Surimi: qué es realmente el "palito de cangrejo"
El ingrediente de esta receta que más suele despistar es el surimi, que en España lo conocemos como palitos de cangrejo, pero que ni de lejos lleva cangrejo.
Es una pasta de pescado blanco, habitualmente abadejo de Alaska o merluza, del que se separa la carne, se le retira piel y espinas y se lava repetidamente para eliminar grasa y otros componentes hasta dejar una masa de proteína prácticamente pura.
A esa pasta se le añaden almidón, sal, azúcar, clara de huevo, aromas y colorantes para dar textura, sabor y ese característico borde anaranjado, y después se moldea, se cuece y se enfría. En función de lo que indique la etiqueta sobre la cantidad de estos, estaremos ante un producto más o menos procesado.

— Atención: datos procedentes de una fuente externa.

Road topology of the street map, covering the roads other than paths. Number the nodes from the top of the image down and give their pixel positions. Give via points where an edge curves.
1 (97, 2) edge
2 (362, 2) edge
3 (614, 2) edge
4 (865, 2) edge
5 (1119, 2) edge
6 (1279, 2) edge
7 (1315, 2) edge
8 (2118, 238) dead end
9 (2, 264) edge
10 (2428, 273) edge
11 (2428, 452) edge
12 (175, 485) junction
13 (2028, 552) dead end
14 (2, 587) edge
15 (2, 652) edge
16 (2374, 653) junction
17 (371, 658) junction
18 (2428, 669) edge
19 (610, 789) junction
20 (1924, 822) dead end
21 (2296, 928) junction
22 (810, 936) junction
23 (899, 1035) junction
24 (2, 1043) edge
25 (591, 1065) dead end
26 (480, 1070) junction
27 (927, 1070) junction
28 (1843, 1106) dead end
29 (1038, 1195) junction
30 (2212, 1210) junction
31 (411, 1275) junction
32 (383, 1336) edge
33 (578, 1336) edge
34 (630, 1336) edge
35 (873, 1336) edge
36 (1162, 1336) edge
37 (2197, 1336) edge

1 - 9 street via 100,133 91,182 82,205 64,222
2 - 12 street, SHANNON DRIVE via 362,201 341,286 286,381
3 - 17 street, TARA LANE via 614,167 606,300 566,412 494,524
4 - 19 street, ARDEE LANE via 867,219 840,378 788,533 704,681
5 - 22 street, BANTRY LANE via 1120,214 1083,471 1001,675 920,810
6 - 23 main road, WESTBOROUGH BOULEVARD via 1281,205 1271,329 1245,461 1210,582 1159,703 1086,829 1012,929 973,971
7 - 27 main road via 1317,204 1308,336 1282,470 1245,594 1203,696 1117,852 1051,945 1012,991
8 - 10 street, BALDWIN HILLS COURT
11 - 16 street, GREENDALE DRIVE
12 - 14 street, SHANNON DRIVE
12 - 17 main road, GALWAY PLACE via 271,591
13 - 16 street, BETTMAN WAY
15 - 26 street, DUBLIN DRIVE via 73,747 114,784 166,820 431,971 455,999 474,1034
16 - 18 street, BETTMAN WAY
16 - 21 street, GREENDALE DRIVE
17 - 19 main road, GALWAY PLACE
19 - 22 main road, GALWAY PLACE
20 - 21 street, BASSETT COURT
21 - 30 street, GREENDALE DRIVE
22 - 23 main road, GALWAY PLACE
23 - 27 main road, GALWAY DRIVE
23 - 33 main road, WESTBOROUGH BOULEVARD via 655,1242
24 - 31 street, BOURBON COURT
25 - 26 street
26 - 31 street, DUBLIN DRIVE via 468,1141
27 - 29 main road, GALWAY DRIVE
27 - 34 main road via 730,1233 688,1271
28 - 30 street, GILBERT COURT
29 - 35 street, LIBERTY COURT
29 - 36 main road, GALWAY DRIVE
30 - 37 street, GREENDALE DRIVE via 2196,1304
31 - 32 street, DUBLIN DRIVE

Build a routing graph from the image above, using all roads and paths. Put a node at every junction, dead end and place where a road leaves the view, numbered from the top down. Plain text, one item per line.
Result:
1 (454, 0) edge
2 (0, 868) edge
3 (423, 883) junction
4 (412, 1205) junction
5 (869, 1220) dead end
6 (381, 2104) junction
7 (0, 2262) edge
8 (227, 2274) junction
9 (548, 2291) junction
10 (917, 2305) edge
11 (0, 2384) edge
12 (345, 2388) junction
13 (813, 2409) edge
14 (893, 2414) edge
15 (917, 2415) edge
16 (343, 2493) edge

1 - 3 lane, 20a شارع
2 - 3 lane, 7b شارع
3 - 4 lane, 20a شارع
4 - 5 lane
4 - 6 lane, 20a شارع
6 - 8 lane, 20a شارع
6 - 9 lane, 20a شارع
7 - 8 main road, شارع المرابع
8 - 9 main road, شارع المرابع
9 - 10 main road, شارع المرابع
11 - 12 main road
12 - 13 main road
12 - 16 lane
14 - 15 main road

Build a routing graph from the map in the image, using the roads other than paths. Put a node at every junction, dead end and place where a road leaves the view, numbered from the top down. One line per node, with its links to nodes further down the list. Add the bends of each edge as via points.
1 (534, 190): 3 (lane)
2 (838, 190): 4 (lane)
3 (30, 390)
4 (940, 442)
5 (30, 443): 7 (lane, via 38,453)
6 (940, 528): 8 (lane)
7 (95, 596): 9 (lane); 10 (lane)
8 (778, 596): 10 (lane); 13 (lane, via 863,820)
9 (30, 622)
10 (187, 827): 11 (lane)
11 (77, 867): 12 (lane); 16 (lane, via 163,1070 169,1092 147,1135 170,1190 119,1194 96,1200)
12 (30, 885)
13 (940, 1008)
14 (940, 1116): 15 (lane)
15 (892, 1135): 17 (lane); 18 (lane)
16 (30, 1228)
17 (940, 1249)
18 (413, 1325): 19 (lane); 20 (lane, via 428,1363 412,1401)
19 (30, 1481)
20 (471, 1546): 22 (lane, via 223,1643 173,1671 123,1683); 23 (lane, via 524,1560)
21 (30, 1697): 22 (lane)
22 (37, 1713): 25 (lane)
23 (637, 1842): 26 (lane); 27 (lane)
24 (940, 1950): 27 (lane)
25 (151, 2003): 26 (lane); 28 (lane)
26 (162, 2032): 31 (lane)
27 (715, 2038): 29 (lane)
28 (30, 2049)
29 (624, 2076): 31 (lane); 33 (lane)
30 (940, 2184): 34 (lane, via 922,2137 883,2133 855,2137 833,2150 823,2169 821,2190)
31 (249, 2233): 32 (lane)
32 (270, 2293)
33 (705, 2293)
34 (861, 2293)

Su origen, por extraño que parezca, es muy antiguo, pues los pescadores japoneses ya trituraban y conservaban pescado en pasta hace siglos, aunque el surimi tal y como lo conocemos, congelado y estabilizado para su producción industrial, se desarrolló en Japón a mediados del siglo XX.
Hoy la mayor parte del surimi que se vende en España se destina a la elaboración de sucedáneos. El más conocido es el palito que imita al cangrejo, pero también se elaboran gulas (sucedáneo de angula o bocados con sabor y forma de cola de langosta.
Su éxito se debe a que es un producto accesible y asequible, cómodo y válido como fuente de proteínas para un consumo ocasional.